No longer would they prevent players from representing the Springboks due to playing abroad without being contracted to a SARU-union.
The move opened the door for some of the world’s best players to return to the national fold, including Faf de Klerk, Willie Le Roux, Duane Vermeulen (before officially returning to the Bulls), Cheslin Kolbe, and experienced veterans like Frans Steyn, Francois Louw.
The impact was almost immediate as De Klerk, Vermeulen and Le Roux were integral to winning the first home series under Erasmus against England 2-1 in June 2018.
De Klerk and Le Roux were also critical to securing the first win on New Zealand soil in nearly 10 years during The Rugby Championship later that season.
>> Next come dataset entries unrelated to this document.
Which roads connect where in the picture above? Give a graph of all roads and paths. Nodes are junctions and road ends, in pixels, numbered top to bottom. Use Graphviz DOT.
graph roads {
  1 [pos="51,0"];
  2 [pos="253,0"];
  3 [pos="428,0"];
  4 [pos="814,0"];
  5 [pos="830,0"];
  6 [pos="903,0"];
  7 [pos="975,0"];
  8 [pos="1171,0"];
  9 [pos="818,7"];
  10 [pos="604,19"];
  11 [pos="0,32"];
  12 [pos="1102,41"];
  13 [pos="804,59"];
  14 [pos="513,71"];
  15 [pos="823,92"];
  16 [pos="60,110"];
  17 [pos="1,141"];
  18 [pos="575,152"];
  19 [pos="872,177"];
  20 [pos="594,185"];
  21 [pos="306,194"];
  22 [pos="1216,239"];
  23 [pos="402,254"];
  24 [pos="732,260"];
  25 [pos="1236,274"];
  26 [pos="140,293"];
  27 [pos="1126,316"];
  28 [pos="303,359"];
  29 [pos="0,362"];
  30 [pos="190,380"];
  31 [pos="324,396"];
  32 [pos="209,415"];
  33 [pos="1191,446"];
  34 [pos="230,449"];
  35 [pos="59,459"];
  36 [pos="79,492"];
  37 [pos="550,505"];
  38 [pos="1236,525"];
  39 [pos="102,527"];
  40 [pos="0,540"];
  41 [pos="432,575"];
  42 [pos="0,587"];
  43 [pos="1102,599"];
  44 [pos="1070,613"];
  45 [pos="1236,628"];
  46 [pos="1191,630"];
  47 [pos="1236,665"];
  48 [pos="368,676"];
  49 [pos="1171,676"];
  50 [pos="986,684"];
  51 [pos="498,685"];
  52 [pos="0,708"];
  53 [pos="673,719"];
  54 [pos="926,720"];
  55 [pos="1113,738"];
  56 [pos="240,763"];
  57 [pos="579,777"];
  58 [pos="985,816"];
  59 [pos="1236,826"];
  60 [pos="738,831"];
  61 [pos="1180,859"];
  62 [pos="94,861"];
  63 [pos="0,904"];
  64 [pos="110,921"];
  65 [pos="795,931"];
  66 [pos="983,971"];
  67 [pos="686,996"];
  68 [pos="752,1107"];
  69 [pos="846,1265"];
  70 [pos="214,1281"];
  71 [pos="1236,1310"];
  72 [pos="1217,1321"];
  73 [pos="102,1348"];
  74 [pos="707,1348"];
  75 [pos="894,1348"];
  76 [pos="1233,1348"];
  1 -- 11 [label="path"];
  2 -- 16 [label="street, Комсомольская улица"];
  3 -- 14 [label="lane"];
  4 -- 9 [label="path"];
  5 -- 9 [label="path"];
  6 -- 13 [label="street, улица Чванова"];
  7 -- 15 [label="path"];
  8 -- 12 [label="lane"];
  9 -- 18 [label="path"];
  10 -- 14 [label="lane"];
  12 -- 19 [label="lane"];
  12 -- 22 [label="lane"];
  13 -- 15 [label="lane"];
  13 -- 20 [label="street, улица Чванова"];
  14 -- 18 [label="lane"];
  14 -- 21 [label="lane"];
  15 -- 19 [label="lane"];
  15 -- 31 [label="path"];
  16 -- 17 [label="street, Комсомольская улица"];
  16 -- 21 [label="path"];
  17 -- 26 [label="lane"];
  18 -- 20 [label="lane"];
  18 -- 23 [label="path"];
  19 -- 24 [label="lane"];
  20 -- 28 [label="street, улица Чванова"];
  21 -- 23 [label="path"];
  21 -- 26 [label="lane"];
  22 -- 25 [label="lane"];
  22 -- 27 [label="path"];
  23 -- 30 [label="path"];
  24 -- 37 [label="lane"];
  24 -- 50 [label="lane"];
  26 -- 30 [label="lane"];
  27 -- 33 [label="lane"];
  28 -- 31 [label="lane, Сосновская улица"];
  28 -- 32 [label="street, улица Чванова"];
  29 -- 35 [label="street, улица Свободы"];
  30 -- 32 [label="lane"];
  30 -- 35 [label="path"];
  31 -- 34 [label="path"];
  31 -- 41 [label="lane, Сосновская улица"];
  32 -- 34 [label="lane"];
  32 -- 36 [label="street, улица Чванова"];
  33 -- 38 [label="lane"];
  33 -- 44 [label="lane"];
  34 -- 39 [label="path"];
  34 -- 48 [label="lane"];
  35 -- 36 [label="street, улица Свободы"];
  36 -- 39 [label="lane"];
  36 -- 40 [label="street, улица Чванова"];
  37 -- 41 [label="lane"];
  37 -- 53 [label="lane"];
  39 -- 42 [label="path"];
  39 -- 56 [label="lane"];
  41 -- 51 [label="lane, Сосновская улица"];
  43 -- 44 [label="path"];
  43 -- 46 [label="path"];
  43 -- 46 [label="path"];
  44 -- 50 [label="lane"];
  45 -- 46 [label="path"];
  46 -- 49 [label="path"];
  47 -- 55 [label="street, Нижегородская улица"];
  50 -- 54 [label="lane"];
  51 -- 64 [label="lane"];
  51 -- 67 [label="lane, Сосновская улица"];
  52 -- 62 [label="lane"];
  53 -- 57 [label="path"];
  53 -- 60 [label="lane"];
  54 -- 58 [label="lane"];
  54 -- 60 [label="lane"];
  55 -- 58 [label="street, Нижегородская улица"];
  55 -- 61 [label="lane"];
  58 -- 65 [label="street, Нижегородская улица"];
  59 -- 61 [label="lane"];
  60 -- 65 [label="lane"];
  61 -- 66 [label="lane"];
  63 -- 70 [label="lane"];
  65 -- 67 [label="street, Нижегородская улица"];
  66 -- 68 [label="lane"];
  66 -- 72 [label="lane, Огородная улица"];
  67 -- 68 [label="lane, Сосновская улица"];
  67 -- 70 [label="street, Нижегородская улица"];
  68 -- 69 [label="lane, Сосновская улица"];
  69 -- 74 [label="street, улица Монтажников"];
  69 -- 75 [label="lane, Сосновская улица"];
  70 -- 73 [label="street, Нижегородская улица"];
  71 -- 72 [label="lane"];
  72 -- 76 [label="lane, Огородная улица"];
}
South Africa rose to the challenge of the All Blacks over the two tests to highlight the promise within the squad with a full complement of stars.
The Springboks continued that trajectory in 2019, tightening up their defence even further on the way to a Rugby Championship title before pushing onward to demolish England in the World Cup final.
Vermeulen was named man-of-the-match, while Kolbe put the cherry on top with a wicked run for the final try, two players that benefitted from the change of eligibility rules.
Opening the doors to overseas-based players, it has to be said, has paid off for South Africa.
Whilst the Springboks’ success cannot solely be attributed to this move, it does throw further doubts over the notion that full-scale centralised models are critical – or even highly correlated – to the success of a national side.
It didn’t matter that the Springboks all play around the world with different coaches from different nationalities, playing different styles of rugby. They came together as one under the right coaching and support staff with under two years to shape them.
The other World Cup finalist, despite not allowing overseas-based players in the national side, has a privatised club model and again isn’t a full-scale centralised union.
The RFU does not have the level of control over the national playing base that the other unions have, but they were able to field one of their best ever teams and deservedly made the final.
South Africa’s World Cup win proves that the weight put on this operating model is probably overblown and that ‘control’ doesn’t necessarily correlate with success.